Lucas frowned slightly, and then said, “Sir?”

“Sir Randolph has engaged me to be your tutor,” Mr Oakapple added, suddenly understanding that in this household it was possible that no one had thought to tell the boy. 

So it seemed. Lucas opened his mouth briefly, and then shut it again. “I see. I’m sorry, sir,” he blurted out. “I didn’t know. Are we to begin lessons _now_?”

There was a sullen set to his mouth as he said it, and Mr Oakapple had to hide weary amusement at the reaction. He supposed few boys had a great love of their books, and in any case, if Lucas expected little of someone engaged by Sir Randolph, he was hardly to be blamed.

“Not immediately,” said Mr Oakapple. “We may as well wait until after your midday meal. In the meantime, I should like to see my room, but I suppose I must find Mrs Gourd again.”

Lucas’s expression lightened. “Oh. I saw they were making ready one of the rooms – I could show you, if you like.”

“Thank you, Lucas,” Mr Oakapple said, with another smile. “That would be helpful.”

He headed for the door and turned back. “I didn’t mean to be rude, sir. Mr Oakapple. I expect – perhaps – I might not have heard-”

“Yes,” he said, with a curt nod, saving the boy the awkwardness of trying to explain without sounding as if he were accusing his negligent guardian. “I trust you pay more attention to your lessons.”

“Sir,” muttered Lucas.

*

It was all very well to plan to kill someone in theory, Mr Oakapple thought, later that night. He’d seen Sir Randolph again, and seen his age and infirmity and wretched, bitter state. That changed things.
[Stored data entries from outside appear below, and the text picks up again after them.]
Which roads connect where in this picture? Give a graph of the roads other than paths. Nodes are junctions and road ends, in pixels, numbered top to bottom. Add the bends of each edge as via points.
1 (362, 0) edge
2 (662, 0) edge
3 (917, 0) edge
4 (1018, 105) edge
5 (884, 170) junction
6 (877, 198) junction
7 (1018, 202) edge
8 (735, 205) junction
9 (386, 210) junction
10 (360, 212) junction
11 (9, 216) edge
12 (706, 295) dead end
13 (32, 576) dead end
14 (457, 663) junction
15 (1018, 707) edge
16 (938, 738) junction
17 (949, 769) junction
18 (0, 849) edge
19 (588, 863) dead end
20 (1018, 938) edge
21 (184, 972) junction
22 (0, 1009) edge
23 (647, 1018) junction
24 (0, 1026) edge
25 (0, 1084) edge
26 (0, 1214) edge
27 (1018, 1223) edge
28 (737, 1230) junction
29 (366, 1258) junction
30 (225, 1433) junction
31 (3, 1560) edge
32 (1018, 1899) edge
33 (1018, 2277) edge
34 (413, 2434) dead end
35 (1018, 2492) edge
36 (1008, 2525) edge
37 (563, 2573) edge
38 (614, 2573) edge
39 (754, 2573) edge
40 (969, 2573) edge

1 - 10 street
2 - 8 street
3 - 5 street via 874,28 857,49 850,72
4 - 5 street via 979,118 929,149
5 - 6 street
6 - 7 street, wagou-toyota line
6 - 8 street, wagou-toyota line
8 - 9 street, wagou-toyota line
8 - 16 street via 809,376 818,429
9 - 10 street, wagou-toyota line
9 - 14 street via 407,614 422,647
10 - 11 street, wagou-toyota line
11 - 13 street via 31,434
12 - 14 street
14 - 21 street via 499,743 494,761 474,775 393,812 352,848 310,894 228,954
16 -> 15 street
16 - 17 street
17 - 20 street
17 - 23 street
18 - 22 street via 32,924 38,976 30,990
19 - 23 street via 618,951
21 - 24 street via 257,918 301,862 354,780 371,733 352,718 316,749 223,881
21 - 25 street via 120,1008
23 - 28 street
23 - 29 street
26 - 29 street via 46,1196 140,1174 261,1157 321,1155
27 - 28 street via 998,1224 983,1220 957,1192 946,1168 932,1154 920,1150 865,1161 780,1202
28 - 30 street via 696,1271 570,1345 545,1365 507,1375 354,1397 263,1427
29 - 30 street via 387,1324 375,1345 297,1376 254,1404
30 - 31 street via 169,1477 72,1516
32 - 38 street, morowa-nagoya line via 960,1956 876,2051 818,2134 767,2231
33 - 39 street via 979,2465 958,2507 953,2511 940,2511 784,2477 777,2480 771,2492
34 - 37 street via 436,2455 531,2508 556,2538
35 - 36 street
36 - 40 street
If he didn’t go through with it, though, he wondered, what else was left? He had reached his decision through logic and reason, or so he told himself: he had nothing left to live for, no one to miss him after he was gone and no other means of bringing Denny back. The only hope, the only answer had been this – justice, for what Sir Randolph had done – and the desperate hope that Sir Denzil was still alive, that he would hear the news and know it was safe to return. He was prepared to take the penalty for that action.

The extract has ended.